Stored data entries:
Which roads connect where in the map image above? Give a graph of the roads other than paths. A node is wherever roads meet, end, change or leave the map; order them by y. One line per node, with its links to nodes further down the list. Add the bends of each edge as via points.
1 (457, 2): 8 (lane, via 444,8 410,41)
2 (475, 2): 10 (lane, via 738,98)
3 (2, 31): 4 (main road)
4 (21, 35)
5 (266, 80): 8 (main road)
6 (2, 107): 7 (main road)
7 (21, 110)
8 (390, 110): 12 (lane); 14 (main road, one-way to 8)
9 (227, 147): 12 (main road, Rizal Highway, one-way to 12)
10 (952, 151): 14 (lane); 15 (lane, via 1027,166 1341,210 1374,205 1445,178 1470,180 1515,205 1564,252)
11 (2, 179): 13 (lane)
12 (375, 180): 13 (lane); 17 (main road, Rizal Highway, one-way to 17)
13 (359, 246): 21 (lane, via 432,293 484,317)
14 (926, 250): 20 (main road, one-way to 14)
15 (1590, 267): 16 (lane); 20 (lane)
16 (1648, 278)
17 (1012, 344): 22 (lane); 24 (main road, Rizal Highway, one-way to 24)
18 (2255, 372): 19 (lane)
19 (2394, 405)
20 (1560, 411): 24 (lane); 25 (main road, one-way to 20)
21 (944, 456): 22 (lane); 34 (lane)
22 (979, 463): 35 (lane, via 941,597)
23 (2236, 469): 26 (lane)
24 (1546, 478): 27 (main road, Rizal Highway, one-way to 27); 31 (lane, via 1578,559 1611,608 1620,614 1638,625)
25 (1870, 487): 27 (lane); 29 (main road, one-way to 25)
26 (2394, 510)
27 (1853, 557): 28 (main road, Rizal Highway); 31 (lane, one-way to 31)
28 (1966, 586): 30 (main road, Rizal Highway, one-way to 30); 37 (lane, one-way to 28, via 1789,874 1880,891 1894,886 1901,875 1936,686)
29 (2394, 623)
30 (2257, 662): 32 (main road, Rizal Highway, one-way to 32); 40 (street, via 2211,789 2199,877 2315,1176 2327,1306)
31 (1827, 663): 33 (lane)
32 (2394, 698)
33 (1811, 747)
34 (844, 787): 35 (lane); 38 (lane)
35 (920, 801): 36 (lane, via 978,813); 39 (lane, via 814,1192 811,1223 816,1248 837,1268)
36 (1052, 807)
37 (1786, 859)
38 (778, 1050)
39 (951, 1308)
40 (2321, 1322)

Instructions for the task
Produce an exact copy of every entry above.

Response to this exercise
Which roads connect where in the map image above? Give a graph of the roads other than paths. A node is wherever roads meet, end, change or leave the map; order them by y. One line per node, with its links to nodes further down the list. Add the bends of each edge as via points.
1 (457, 2): 8 (lane, via 444,8 410,41)
2 (475, 2): 10 (lane, via 738,98)
3 (2, 31): 4 (main road)
4 (21, 35)
5 (266, 80): 8 (main road)
6 (2, 107): 7 (main road)
7 (21, 110)
8 (390, 110): 12 (lane); 14 (main road, one-way to 8)
9 (227, 147): 12 (main road, Rizal Highway, one-way to 12)
10 (952, 151): 14 (lane); 15 (lane, via 1027,166 1341,210 1374,205 1445,178 1470,180 1515,205 1564,252)
11 (2, 179): 13 (lane)
12 (375, 180): 13 (lane); 17 (main road, Rizal Highway, one-way to 17)
13 (359, 246): 21 (lane, via 432,293 484,317)
14 (926, 250): 20 (main road, one-way to 14)
15 (1590, 267): 16 (lane); 20 (lane)
16 (1648, 278)
17 (1012, 344): 22 (lane); 24 (main road, Rizal Highway, one-way to 24)
18 (2255, 372): 19 (lane)
19 (2394, 405)
20 (1560, 411): 24 (lane); 25 (main road, one-way to 20)
21 (944, 456): 22 (lane); 34 (lane)
22 (979, 463): 35 (lane, via 941,597)
23 (2236, 469): 26 (lane)
24 (1546, 478): 27 (main road, Rizal Highway, one-way to 27); 31 (lane, via 1578,559 1611,608 1620,614 1638,625)
25 (1870, 487): 27 (lane); 29 (main road, one-way to 25)
26 (2394, 510)
27 (1853, 557): 28 (main road, Rizal Highway); 31 (lane, one-way to 31)
28 (1966, 586): 30 (main road, Rizal Highway, one-way to 30); 37 (lane, one-way to 28, via 1789,874 1880,891 1894,886 1901,875 1936,686)
29 (2394, 623)
30 (2257, 662): 32 (main road, Rizal Highway, one-way to 32); 40 (street, via 2211,789 2199,877 2315,1176 2327,1306)
31 (1827, 663): 33 (lane)
32 (2394, 698)
33 (1811, 747)
34 (844, 787): 35 (lane); 38 (lane)
35 (920, 801): 36 (lane, via 978,813); 39 (lane, via 814,1192 811,1223 816,1248 837,1268)
36 (1052, 807)
37 (1786, 859)
38 (778, 1050)
39 (951, 1308)
40 (2321, 1322)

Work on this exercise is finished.